Source information —
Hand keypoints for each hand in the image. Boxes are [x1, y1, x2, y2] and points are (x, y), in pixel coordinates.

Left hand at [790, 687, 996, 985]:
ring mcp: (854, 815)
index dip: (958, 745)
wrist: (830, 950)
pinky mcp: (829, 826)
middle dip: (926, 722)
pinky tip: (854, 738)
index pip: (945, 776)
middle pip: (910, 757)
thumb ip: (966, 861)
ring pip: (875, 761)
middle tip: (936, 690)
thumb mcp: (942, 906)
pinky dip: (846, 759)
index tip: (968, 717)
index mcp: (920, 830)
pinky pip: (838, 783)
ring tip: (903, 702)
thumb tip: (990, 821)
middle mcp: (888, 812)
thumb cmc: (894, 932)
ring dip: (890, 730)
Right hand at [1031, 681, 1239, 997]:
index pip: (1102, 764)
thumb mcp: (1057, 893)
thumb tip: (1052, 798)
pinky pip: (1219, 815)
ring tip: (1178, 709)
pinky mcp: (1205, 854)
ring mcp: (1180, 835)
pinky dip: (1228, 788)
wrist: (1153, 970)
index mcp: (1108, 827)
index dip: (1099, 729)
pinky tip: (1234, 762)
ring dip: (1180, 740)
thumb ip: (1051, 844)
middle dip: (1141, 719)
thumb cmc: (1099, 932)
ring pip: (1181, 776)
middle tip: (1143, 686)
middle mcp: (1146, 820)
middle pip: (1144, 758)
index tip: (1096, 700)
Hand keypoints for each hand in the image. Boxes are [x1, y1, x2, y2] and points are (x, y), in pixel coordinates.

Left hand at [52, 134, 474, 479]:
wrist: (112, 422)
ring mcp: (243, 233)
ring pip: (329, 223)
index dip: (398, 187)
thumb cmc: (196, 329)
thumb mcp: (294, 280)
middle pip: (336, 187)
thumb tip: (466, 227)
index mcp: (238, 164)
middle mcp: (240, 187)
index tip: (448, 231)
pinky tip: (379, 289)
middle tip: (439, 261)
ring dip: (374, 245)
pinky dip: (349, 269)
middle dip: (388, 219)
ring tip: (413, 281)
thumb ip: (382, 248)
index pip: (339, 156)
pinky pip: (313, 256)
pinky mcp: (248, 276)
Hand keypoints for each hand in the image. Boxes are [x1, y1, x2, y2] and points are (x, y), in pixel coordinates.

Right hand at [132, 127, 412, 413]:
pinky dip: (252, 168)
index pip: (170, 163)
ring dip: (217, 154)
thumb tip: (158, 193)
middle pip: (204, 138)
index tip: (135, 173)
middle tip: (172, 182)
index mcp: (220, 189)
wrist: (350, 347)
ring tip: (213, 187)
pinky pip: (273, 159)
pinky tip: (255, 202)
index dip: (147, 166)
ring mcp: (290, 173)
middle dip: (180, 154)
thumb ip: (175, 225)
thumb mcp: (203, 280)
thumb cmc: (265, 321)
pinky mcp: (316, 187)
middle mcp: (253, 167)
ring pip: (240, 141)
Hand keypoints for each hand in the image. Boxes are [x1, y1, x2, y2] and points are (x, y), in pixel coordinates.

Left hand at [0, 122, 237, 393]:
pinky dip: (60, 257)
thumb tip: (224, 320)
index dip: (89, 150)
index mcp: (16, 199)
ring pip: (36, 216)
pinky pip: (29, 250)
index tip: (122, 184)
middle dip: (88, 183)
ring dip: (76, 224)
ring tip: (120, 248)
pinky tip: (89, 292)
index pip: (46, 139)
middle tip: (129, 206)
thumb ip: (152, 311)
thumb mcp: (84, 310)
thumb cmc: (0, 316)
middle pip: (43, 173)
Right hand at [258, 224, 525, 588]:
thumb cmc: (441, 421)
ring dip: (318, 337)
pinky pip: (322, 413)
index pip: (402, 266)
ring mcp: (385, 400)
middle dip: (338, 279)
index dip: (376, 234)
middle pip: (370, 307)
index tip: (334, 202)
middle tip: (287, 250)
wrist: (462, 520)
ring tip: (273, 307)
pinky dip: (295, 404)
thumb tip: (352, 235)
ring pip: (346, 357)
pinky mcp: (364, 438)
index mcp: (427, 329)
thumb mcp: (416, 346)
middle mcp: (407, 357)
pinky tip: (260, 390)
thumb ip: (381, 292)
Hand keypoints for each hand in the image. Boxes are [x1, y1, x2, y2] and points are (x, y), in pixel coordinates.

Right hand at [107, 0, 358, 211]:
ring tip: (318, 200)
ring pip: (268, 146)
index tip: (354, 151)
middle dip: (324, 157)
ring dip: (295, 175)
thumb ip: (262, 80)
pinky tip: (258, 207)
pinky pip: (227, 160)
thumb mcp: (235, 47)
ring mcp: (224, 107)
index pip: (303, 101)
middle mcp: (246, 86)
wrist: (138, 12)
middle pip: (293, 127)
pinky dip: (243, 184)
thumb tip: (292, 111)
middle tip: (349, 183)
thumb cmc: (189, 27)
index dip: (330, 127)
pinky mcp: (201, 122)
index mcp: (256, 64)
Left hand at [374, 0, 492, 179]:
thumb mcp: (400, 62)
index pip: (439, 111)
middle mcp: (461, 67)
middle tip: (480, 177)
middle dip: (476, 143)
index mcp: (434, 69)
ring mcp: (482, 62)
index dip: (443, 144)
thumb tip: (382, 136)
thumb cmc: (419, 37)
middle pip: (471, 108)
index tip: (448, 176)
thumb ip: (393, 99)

Exercise prompt —
Starting at the line above that holds "wrist: (1153, 970)" and ending at the line that holds "middle tip: (439, 261)", transcribe each line exactly and include no other lines.

Your response —
wrist: (1153, 970)
index mcp: (1108, 827)
index dip: (1099, 729)
pinky tip: (1234, 762)
ring dip: (1180, 740)
thumb ip: (1051, 844)
middle dip: (1141, 719)
thumb cmc: (1099, 932)
ring pip: (1181, 776)
middle tip: (1143, 686)
middle mcp: (1146, 820)
middle pip: (1144, 758)
index tip: (1096, 700)
Hand keypoints for each hand in the image. Boxes are [x1, y1, x2, y2] and points are (x, y), in pixel coordinates.

Left hand at [52, 134, 474, 479]:
wrist: (112, 422)
ring mcp: (243, 233)
ring pip: (329, 223)
index dip: (398, 187)
thumb cmc: (196, 329)
thumb mcp: (294, 280)
middle pip: (336, 187)
thumb tip: (466, 227)
index mcp: (238, 164)
middle mcp: (240, 187)
index tip: (448, 231)
pinky tip: (379, 289)
middle tip: (439, 261)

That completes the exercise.